Students will be evaluated on the written, oral, or poster presentations of their designs, as well as on how well their prototypes meet the design goals they set.


There is some discussion of the goals of the course and ideas for possible projects on Prof. Karplus's blog http://gasstationwithoutpumps.wordpress.com/freshman-design-table-of-contents/

Please feel free to leave comments on the blog with suggestions for the course.



Date Lecture Topic(s) Due
Mon 2014 Jan 6administriva. First day of freshman design seminar discusses skills students bring to the class, based on the intake survey.
Wed 2014 Jan 8design exercise: trying to specify what a spectrophotometer needs to do (to be continued). Second day of freshman design seminar discusses the design exercise I tried using a spectrometer as an example. About all I managed to convey was that design is hard if you don't know enough about what you're designing. Perhaps I should try an example next year that more students are familiar with—I thought that this would be a familiar concept (unlike, say, a polarimeter). I was wrong.
Mon 2014 Jan 13lab tours(Baskin). Third day of freshman design seminar covers the creation on an e-mail discussion list for the class and lab tours
Wed 2014 Jan 15design exercise: photospectrometer continued.
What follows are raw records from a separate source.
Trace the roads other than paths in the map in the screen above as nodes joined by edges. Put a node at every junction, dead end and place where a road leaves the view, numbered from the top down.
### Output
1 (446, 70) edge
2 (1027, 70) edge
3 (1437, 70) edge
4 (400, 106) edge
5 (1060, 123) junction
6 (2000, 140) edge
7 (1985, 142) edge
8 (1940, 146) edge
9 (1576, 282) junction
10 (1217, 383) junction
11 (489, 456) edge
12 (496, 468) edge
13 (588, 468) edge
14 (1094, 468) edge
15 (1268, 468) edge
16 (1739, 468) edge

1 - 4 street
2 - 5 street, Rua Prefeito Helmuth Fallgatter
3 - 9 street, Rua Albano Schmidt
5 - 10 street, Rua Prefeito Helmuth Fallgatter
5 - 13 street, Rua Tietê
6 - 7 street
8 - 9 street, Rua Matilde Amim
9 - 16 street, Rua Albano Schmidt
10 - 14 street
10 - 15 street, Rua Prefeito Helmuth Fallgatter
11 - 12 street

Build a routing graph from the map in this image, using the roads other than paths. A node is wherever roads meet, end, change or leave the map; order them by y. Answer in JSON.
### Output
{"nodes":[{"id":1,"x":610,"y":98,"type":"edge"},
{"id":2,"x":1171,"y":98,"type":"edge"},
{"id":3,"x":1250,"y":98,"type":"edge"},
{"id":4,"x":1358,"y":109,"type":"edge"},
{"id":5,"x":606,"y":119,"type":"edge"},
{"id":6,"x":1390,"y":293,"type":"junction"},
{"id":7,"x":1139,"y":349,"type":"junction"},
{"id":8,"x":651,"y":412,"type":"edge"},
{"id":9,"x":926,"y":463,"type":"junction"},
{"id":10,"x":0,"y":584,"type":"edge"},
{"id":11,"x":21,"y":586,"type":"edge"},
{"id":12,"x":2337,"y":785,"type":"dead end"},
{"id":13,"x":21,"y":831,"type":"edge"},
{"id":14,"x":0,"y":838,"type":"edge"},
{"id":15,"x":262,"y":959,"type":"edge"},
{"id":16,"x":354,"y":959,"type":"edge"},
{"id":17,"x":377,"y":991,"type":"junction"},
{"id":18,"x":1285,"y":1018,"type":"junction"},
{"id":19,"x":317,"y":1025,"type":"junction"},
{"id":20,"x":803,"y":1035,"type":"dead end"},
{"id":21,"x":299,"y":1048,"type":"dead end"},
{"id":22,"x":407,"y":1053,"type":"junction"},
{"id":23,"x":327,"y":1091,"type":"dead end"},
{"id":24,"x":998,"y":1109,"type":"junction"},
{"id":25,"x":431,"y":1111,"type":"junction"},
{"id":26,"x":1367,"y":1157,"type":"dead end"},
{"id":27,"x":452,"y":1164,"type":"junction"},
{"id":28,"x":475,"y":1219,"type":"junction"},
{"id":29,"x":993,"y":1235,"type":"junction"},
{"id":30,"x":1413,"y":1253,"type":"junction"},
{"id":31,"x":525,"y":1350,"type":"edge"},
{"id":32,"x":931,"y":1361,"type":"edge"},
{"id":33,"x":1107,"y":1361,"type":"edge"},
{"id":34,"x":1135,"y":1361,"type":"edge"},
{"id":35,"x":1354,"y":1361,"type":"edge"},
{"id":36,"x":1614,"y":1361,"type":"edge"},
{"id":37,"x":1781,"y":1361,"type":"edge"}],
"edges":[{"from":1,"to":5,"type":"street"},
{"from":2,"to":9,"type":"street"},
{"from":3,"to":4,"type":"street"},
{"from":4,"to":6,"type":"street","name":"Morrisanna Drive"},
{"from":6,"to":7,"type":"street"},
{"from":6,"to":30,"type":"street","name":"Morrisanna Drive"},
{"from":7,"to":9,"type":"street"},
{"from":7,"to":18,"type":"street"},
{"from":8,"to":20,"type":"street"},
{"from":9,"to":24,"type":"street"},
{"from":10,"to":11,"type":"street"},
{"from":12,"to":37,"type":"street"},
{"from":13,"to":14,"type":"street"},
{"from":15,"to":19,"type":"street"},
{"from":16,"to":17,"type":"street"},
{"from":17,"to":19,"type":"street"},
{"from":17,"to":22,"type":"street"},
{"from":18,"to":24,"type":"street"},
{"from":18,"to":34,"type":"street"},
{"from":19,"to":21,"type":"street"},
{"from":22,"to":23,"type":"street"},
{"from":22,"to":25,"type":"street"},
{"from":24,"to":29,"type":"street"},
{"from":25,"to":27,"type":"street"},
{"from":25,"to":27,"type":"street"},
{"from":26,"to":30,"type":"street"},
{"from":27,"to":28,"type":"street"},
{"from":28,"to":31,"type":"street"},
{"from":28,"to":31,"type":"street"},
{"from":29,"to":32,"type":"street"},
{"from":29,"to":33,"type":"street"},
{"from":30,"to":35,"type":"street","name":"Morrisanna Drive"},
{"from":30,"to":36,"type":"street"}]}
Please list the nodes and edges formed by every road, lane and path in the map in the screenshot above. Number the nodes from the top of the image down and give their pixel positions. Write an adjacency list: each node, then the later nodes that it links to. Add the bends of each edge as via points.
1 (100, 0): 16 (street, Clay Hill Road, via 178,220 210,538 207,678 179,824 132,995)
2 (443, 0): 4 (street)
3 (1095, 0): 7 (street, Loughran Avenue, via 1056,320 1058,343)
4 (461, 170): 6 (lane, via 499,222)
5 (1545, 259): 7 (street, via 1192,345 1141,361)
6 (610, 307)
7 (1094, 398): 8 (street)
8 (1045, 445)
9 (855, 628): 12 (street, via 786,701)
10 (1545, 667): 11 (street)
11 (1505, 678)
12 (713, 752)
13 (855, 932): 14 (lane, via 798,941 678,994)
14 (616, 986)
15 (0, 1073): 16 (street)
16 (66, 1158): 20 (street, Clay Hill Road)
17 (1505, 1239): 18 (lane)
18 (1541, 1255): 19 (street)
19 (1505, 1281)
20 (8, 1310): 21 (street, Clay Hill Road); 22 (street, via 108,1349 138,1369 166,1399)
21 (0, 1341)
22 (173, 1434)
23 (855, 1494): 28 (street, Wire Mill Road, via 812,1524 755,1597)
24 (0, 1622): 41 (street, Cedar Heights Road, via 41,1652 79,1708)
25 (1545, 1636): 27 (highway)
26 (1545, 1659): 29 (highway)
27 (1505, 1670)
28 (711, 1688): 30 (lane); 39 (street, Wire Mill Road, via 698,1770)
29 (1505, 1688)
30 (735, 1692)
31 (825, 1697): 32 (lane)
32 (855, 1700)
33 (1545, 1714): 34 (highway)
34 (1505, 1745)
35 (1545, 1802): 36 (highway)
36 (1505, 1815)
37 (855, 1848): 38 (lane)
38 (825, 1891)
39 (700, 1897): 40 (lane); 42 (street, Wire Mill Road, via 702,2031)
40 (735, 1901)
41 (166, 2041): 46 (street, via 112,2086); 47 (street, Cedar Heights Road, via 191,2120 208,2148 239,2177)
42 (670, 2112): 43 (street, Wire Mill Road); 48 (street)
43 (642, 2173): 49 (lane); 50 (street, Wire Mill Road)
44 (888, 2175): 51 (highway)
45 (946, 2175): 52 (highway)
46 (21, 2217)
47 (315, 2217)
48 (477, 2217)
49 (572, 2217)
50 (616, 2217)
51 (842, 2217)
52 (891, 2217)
Fourth day of freshman design seminar discusses the continuation of the spectrophotometer design exercise.
Mon 2014 Jan 20MLK day, no class
Wed 2014 Jan 22photosensors (emphasis on phototransistor). Fifth day of freshman design seminar was spent looking in more detail at one part of the photospectrometer—the photodetector.
Mon 2014 Jan 27feedback on homework, data sheets, resistor choice for phototransistor. Sixth day of freshman design seminar discusses the feedback on the first homework and reading a phototransistor data sheet. Algebra and calculator skills were even lower than I expected.
Wed 2014 Jan 29lab tours (Biomed). Biomed lab tours and online discussions discusses the 7th day of class (lab tours) and the difficulty of getting an online discussion going.
Mon 2014 Feb 3Photodiodes and LEDs. Seventh day of freshman design seminar (actually 8th) discusses photodiodes and LEDs, along with feedback on the photodiode homework.
Wed 2014 Feb 5Karplus ill—discussion of possible projects lead by Sean Hacking
Mon 2014 Feb 10discussion of calorimeter and LED homework, intro to Arduino programming. Ninth day of freshman design seminar (actually 10th) discusses return of two homeworks (colorimeter design and LED resistor sizing) and the first lesson on Arduino programming.
Wed 2014 Feb 12Intro to control and temperature sensing (bimetal strip and thermistor). Tenth day of freshman design seminar (actually 11th) discussed thermal control and thermistors.
Mon 2014 Feb 17President's Day, no class
Wed 2014 Feb 19Twelfth day of freshman design seminar (back to correct numbering) discussed first Arduino homework.
Mon 2014 Feb 24Thirteenth day of freshman design seminar briefly discusses the drafts of the design reports and teaching programming of simple control methods for temperature control.
Wed 2014 Feb 26Fourteenth day of freshman design seminar discusses breaking into the design groups and answering questions from each group separately.
Mon 2014 Mar 3Fifteenth day of freshman design seminar discusses a looming TA strike, group advising, and t-shirt design.
Wed 2014 Mar 5Sixteenth day: Arduino demo discusses an Aruino demo that included relays, nFET control of a motor (including PWM), and using a pressure sensor to control the motor.
Mon 2014 Mar 10
Wed 2014 Mar 12
Mon 2014 Mar 17
Thurs 2014 Mar 20 4–7 p.m.Final exam slot Reports and demos.